お見合い回避のために彼氏が必要なんです
「とにかく、私は、お見合いなんてしないから!」

『あら、ダメよ。もう、お願いしちゃったもの。それとも、あんた、お付き合いしてる人でもいるの?』

ん?

これは、いるって言ってしまえば、回避できるパターン?

『連れて来い』って言われても、新幹線で2時間の距離だもん、仕事で無理って言えばいいよね。
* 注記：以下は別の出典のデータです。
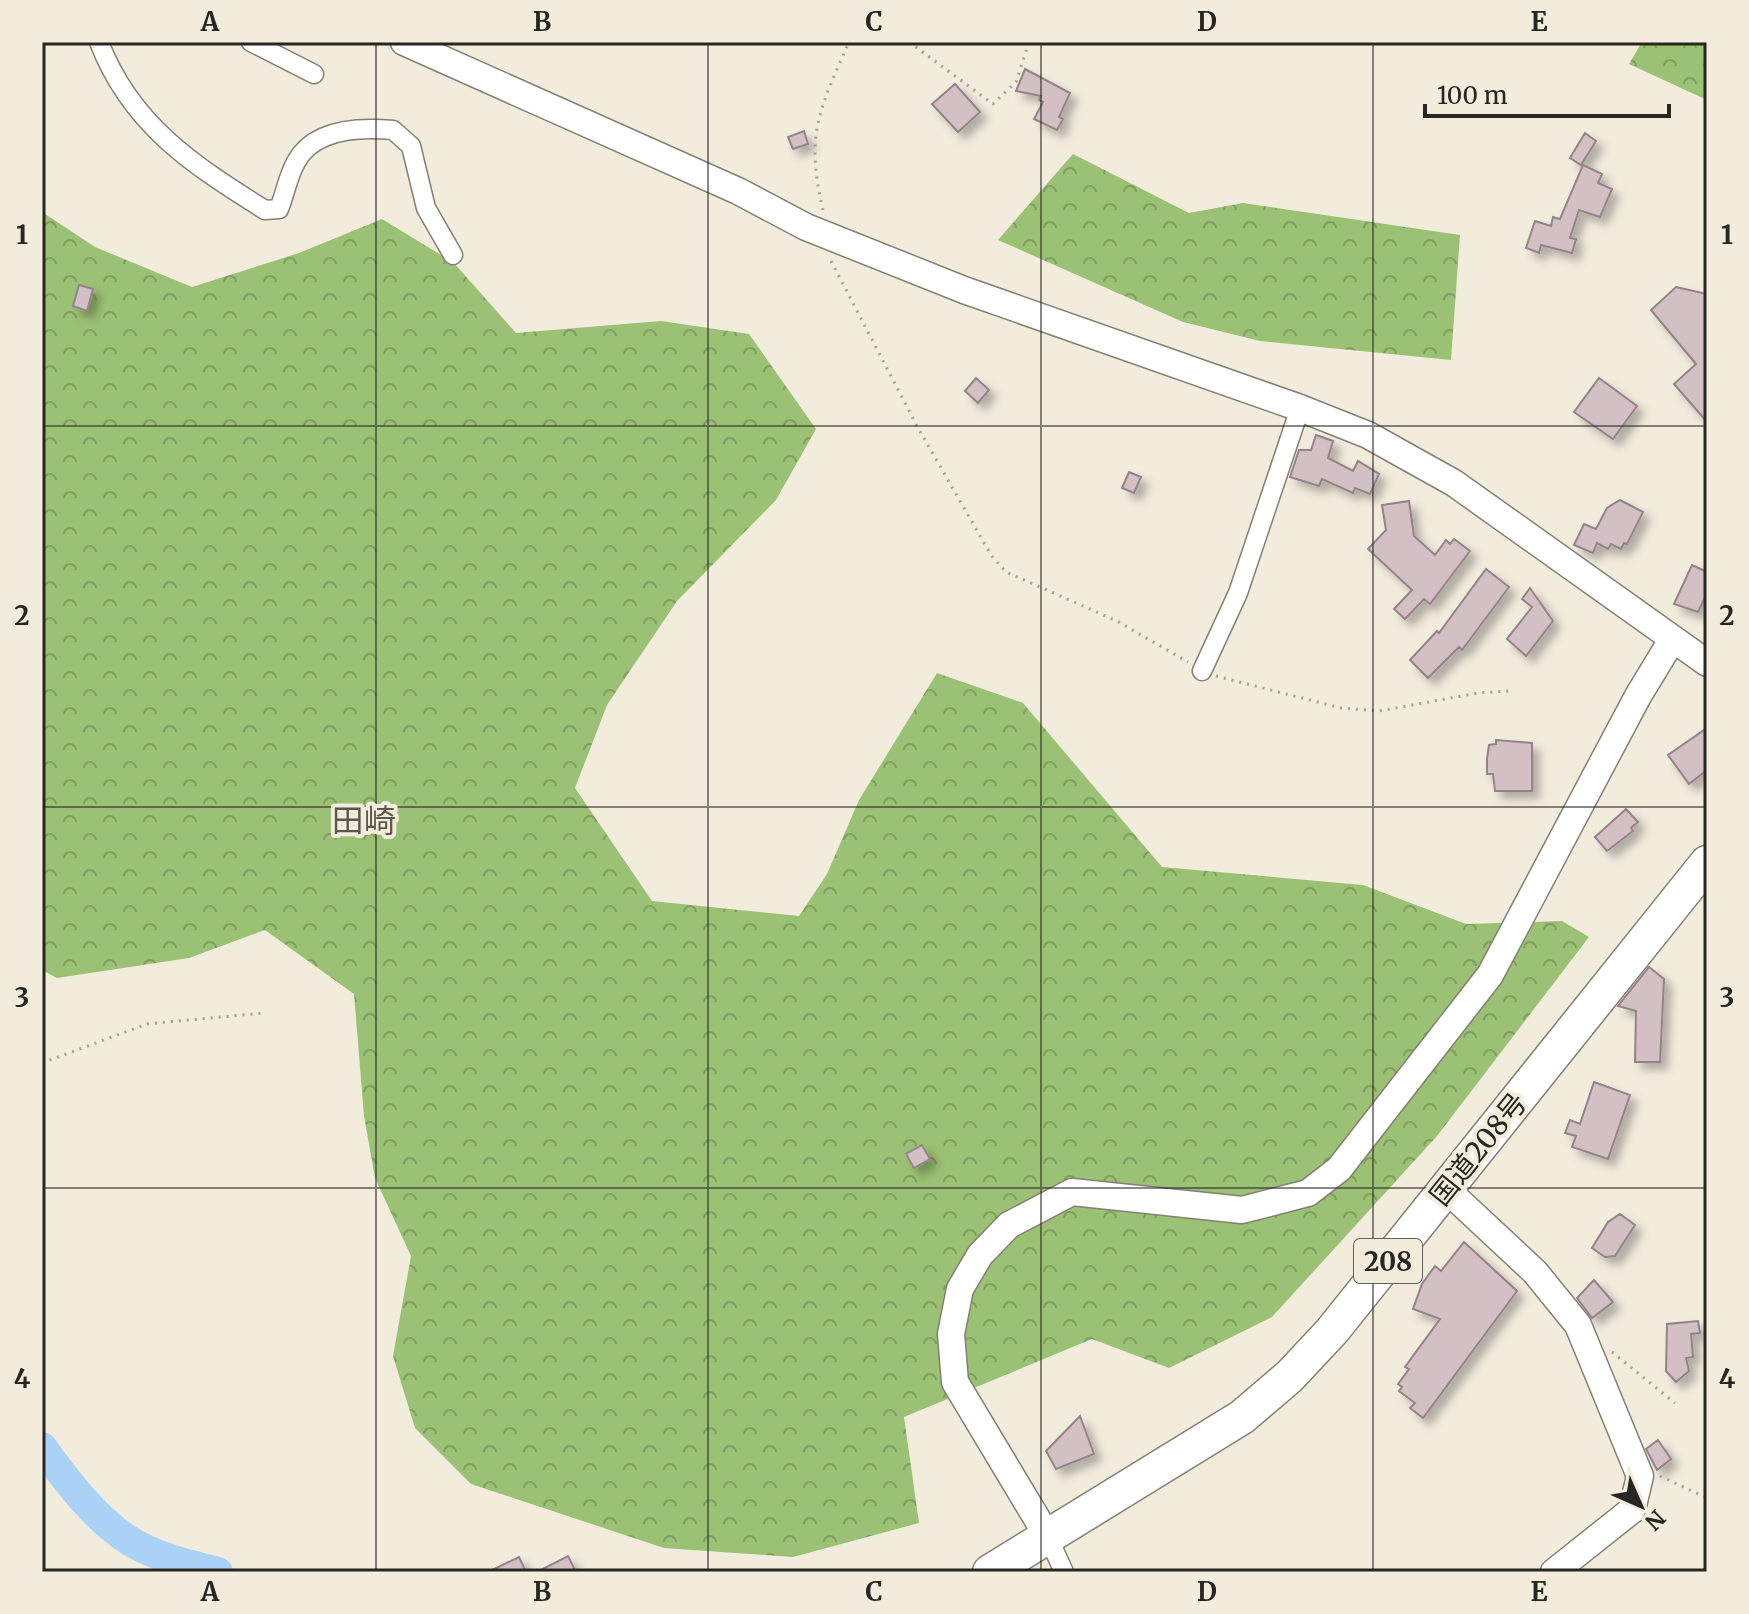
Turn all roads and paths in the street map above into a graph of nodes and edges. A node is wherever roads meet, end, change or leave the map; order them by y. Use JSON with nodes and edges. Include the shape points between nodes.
{"nodes":[{"id":1,"x":100,"y":42,"type":"edge"},
{"id":2,"x":251,"y":42,"type":"edge"},
{"id":3,"x":404,"y":42,"type":"edge"},
{"id":4,"x":849,"y":42,"type":"edge"},
{"id":5,"x":909,"y":42,"type":"edge"},
{"id":6,"x":1029,"y":42,"type":"edge"},
{"id":7,"x":314,"y":74,"type":"dead end"},
{"id":8,"x":820,"y":232,"type":"junction"},
{"id":9,"x":453,"y":255,"type":"dead end"},
{"id":10,"x":1300,"y":408,"type":"junction"},
{"id":11,"x":1672,"y":640,"type":"junction"},
{"id":12,"x":1707,"y":663,"type":"edge"},
{"id":13,"x":1202,"y":671,"type":"junction"},
{"id":14,"x":1510,"y":691,"type":"dead end"},
{"id":15,"x":1707,"y":863,"type":"edge"},
{"id":16,"x":263,"y":1013,"type":"dead end"},
{"id":17,"x":42,"y":1063,"type":"edge"},
{"id":18,"x":1446,"y":1189,"type":"junction"},
{"id":19,"x":1578,"y":1325,"type":"junction"},
{"id":20,"x":1675,"y":1403,"type":"dead end"},
{"id":21,"x":1640,"y":1476,"type":"junction"},
{"id":22,"x":1707,"y":1498,"type":"edge"},
{"id":23,"x":1048,"y":1537,"type":"junction"},
{"id":24,"x":990,"y":1572,"type":"edge"},
{"id":25,"x":1064,"y":1572,"type":"edge"},
{"id":26,"x":1554,"y":1572,"type":"edge"}],
"edges":[{"from":1,"to":9,"type":"street","via":[[108,66],[142,115],[184,159],[265,210],[279,209],[296,160],[312,144],[337,131],[393,130],[411,146],[426,208]]},
{"from":2,"to":7,"type":"street"},
{"from":3,"to":8,"type":"street"},
{"from":4,"to":8,"type":"path","via":[[814,128]]},
{"from":5,"to":6,"type":"path","via":[[993,104],[1016,82]]},
{"from":8,"to":10,"type":"street","via":[[964,290]]},
{"from":8,"to":13,"type":"path","via":[[991,555],[1006,572],[1117,621]]},
{"from":10,"to":11,"type":"street","via":[[1368,435],[1454,483]]},
{"from":10,"to":13,"type":"street","via":[[1238,593]]},
{"from":11,"to":12,"type":"street"},
{"from":11,"to":23,"type":"street","via":[[1490,975],[1339,1169],[1308,1193],[1242,1210],[1072,1192],[1009,1225],[980,1255],[960,1289],[951,1334],[955,1382]]},
{"from":13,"to":14,"type":"path","via":[[1366,710]]},
{"from":15,"to":18,"type":"highway","name":"国道208号","number":"208"},
{"from":16,"to":17,"type":"path","via":[[147,1024]]},
{"from":18,"to":19,"type":"street","via":[[1535,1272]]},
{"from":18,"to":23,"type":"highway","name":"国道208号","number":"208","via":[[1290,1376],[1242,1417]]},
{"from":19,"to":20,"type":"path"},
{"from":19,"to":21,"type":"street"},
{"from":21,"to":22,"type":"path","via":[[1660,1476]]},
{"from":21,"to":26,"type":"street","via":[[1632,1510]]},
{"from":23,"to":24,"type":"highway","name":"国道208号","number":"208"},
{"from":23,"to":25,"type":"street"}]}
「お母さんには、黙ってたけど、私だってちゃんと将来を考えてる人がいるの。心配しないで」

ふふっ
これでもう大丈夫。
さ、晩ご飯のお弁当、食べよう。

私は、携帯片手に、電気ケトルに水を入れる。

『じゃあ、紹介してちょうだい』

うんうん、そう来ると思った。

「そのうちにね。今は、仕事が忙しいから、帰る暇なんてないの」

私は電気ケトルのスイッチを入れる。

『大丈夫。私が会いに行くから』

えっ?

私は、一瞬にして手が止まる。

「い、いいよ、わざわざ。今度、何かの時に連れてくからさ」

私は、慌てて断る。そんなの、困る。

『わざわざじゃないわよ。再来週、そっち行くから』

はっ⁉︎

「何で⁉︎」

『日曜日にね、いつものご近所さんたちと、日帰りで歌舞伎を見に行くのよ。私だけ、先に行くから、土曜日に会わせてよ。昼でも夜でも、お相手の都合に合わせるからさ』

げっ‼︎

咄嗟には、もう言葉も出ない。

『じゃあ、場所と時刻が決まったら、また連絡ちょうだい』

母は、言いたいことだけ言って、電話を切る。

電気ケトルの水は、あっという間に沸騰して保温に切り替わった。私は呆然としながらもインスタントの味噌汁にお湯を注ぐ。

どう……しよう……

今さら嘘でしたなんて、死んでも言いたくない。

そんなことをしたら、絶対にお見合いさせられるに決まってる。

万事休すとは、このことだ。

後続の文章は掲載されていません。